As Homer Simpson so famously asked his wife, Marge, "Which b'ak'tun is it?"
This is an artist's conception of the impact of a 1000 kilometer-diameter planetoid on primordial Earth.
(Illustration by Don Davis, via Wikimedia Commons.)
As I've written in a
previous article (Local Dark Matter/A Hundred Years of Cosmic Rays, August 17, 2012), cosmic rays were discovered a hundred years ago by the
Austrian scientist,
Victor Hess. Hess shared the 1936
Nobel Prize in Physics for his discovery.[1] What's surprising is that after a hundred years there are still some unknown things about cosmic rays.
Cosmic rays are
nuclei of the
elements, usually just
hydrogen nuclei (
protons), that apparently travel for millions of years at near-light speed before they reach the
Earth.
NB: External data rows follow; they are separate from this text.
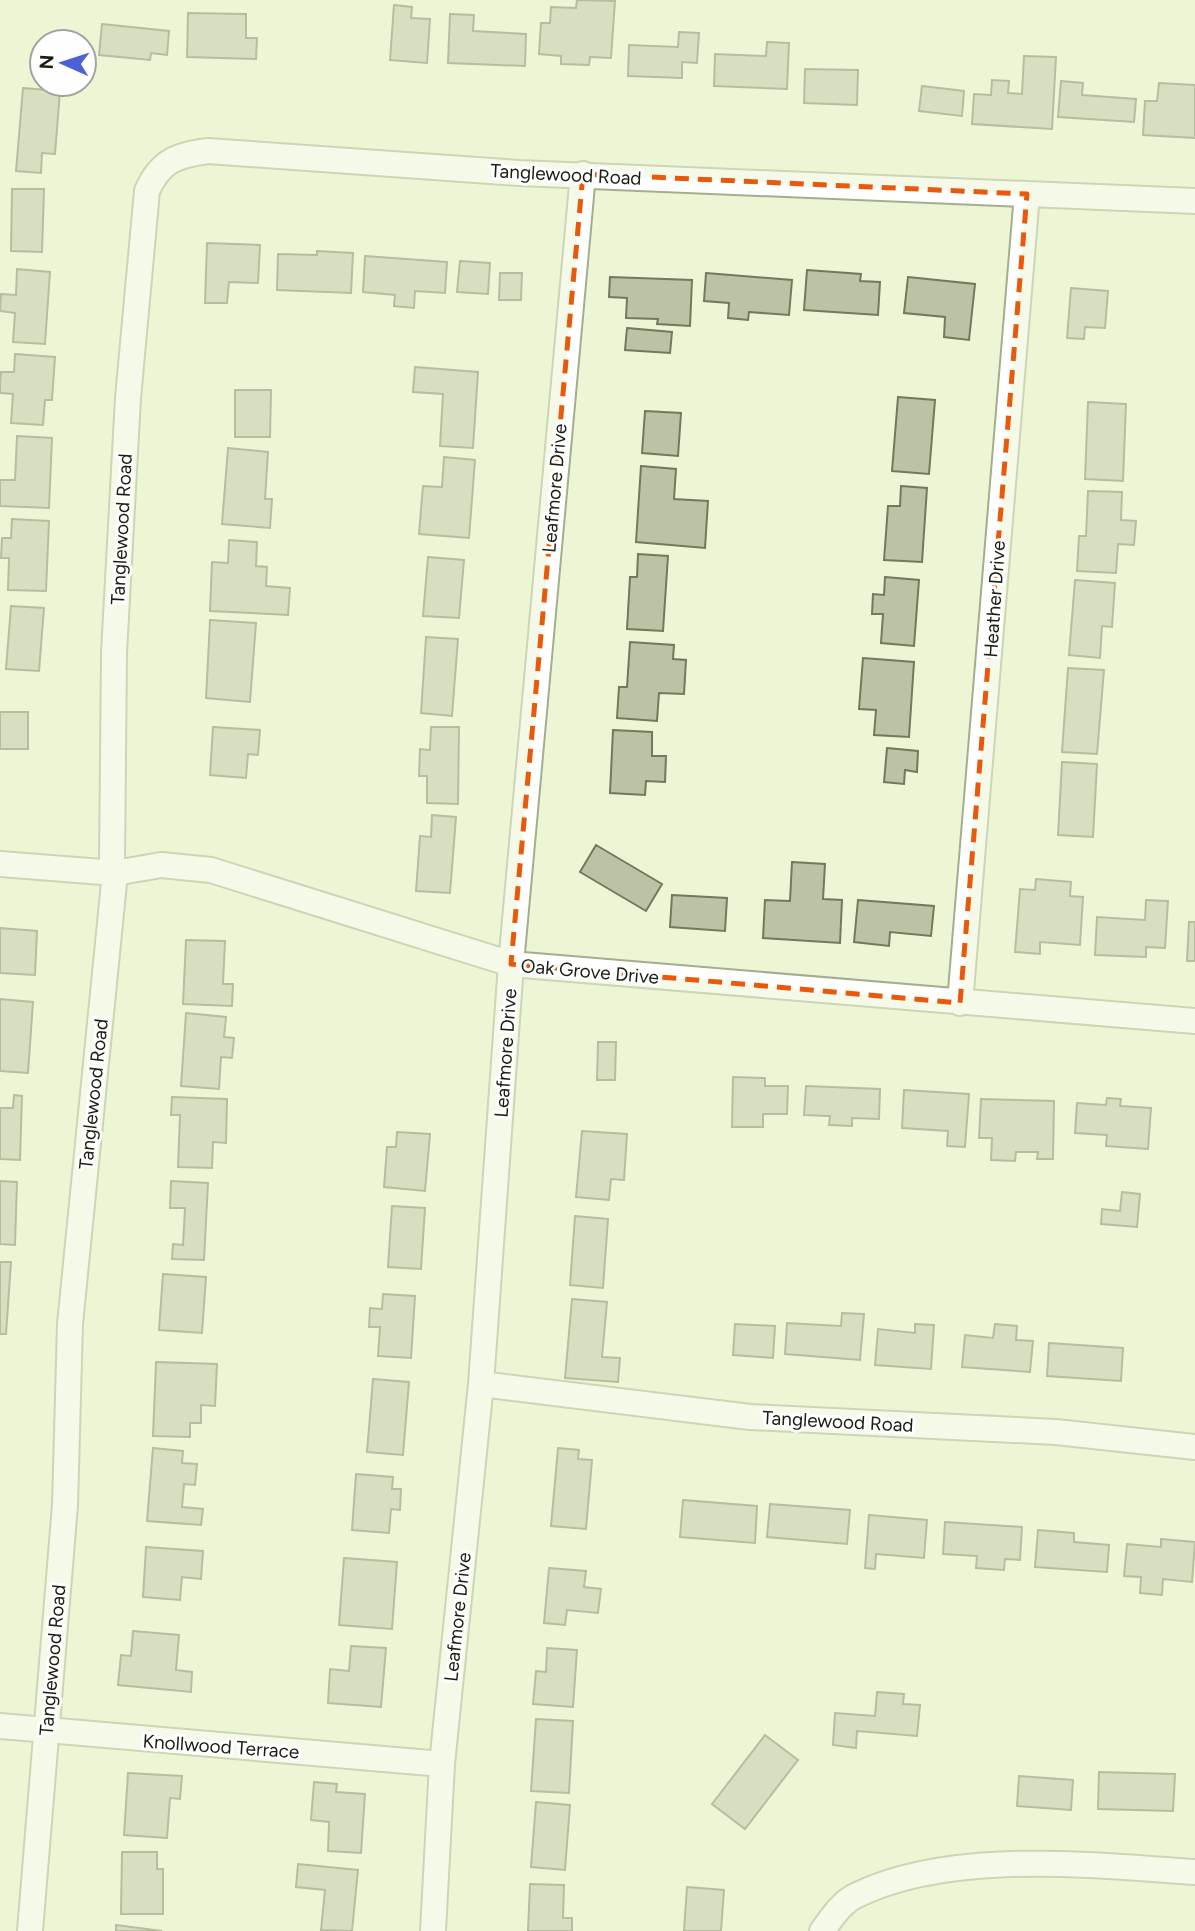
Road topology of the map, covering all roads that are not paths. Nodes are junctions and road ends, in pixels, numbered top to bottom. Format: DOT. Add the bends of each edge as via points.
graph roads {
  1 [pos="583,174"];
  2 [pos="1027,194"];
  3 [pos="1195,201"];
  4 [pos="0,864"];
  5 [pos="115,873"];
  6 [pos="511,964"];
  7 [pos="960,1003"];
  8 [pos="1195,1021"];
  9 [pos="481,1384"];
  10 [pos="1195,1447"];
  11 [pos="0,1727"];
  12 [pos="46,1733"];
  13 [pos="442,1764"];
  14 [pos="1195,1872"];
  15 [pos="30,1931"];
  16 [pos="433,1931"];
  17 [pos="822,1931"];
  1 -- 2 [label="street, Tanglewood Road"];
  1 -- 5 [label="street, Tanglewood Road" via="208,151 180,155 155,174 148,191 128,398 114,653 111,863"];
  1 -- 6 [label="street, Leafmore Drive"];
  2 -- 3 [label="street, Tanglewood Road"];
  2 -- 7 [label="street, Heather Drive"];
  4 -- 5 [label="street, Oak Grove Drive"];
  5 -- 6 [label="street, Oak Grove Drive" via="161,865 211,870"];
  5 -- 12 [label="street, Tanglewood Road" via="70,1324 65,1505"];
  6 -- 7 [label="street, Oak Grove Drive"];
  6 -- 9 [label="street, Leafmore Drive"];
  7 -- 8 [label="street, Oak Grove Drive"];
  9 -- 10 [label="street, Tanglewood Road" via="750,1417 1056,1432"];
  9 -- 13 [label="street, Leafmore Drive"];
  11 -- 12 [label="street, Knollwood Terrace"];
  12 -- 13 [label="street, Knollwood Terrace"];
  12 -- 15 [label="street, Tanglewood Road"];
  13 -- 16 [label="street, Leafmore Drive"];
  14 -- 17 [label="street" via="1061,1863 949,1870 853,1896"];
}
Although
supernovas have been the leading contenders as cosmic ray emitters, there are quite a few
cosmic ray observatories in operation, today, trying to decide, exactly, what's responsible for this
isotropic influx of
radiation on Earth.[1]
Most
scientists believe that
galactic cosmic rays originate from supernovas or some process involving
black holes, simply because these are the highest energy objects in the galaxy.[3-4,6-7] After all, these cosmic ray particles have energies thousands of time higher than those produced by the
Large Hadron Collider.[3-4,6] Detection would be easy, were it not for the complicating influence of the
magnetic fields that permeate
interstellar space. Protons comprise about 90% of cosmic rays. Since they are
charged, their paths are distorted by magnetic fields.[3-4,8]
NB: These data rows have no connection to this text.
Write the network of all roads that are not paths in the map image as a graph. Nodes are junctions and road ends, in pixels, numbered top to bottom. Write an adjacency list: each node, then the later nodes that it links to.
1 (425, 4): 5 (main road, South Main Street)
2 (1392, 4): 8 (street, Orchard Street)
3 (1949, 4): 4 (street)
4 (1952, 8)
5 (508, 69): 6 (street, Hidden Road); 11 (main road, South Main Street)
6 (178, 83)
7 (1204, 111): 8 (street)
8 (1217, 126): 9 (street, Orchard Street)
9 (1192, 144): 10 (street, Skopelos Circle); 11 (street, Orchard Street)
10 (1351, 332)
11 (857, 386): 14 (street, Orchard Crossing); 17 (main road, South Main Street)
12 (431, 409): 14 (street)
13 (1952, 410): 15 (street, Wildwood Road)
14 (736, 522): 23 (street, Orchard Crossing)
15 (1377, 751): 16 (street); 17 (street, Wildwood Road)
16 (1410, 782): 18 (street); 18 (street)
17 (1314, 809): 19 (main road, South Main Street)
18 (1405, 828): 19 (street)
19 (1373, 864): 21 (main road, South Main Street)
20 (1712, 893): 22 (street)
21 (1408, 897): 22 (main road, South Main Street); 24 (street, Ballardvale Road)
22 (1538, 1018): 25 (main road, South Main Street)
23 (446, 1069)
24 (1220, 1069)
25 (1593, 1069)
A new study, four years in the making by 169 scientists from 75 institutions, has tackled the problem by instead looking at a
gamma ray signature of cosmic rays.[2-9] Gamma rays are not affected by magnetic fields. The enabling technology for this study was
NASA's Fermi Gamma-ray Space Telescope, which was focused on two
supernova remnants thousands of
light years from Earth.[6-8]
The detection involves the interaction of cosmic ray protons with interstellar material to produce
neutral pions. The pions, which are composed of a
quark-
antiquark pair, quickly
decay into two gamma rays at a characteristic energy.[2-5,8] The characteristic energy helps to sort this particular process from others, such as
Bremsstrahlung and
inverse Compton scattering.[2,4-5]
Supernova remnant W44 is seen in this image as the purple patch about 100 light-years across.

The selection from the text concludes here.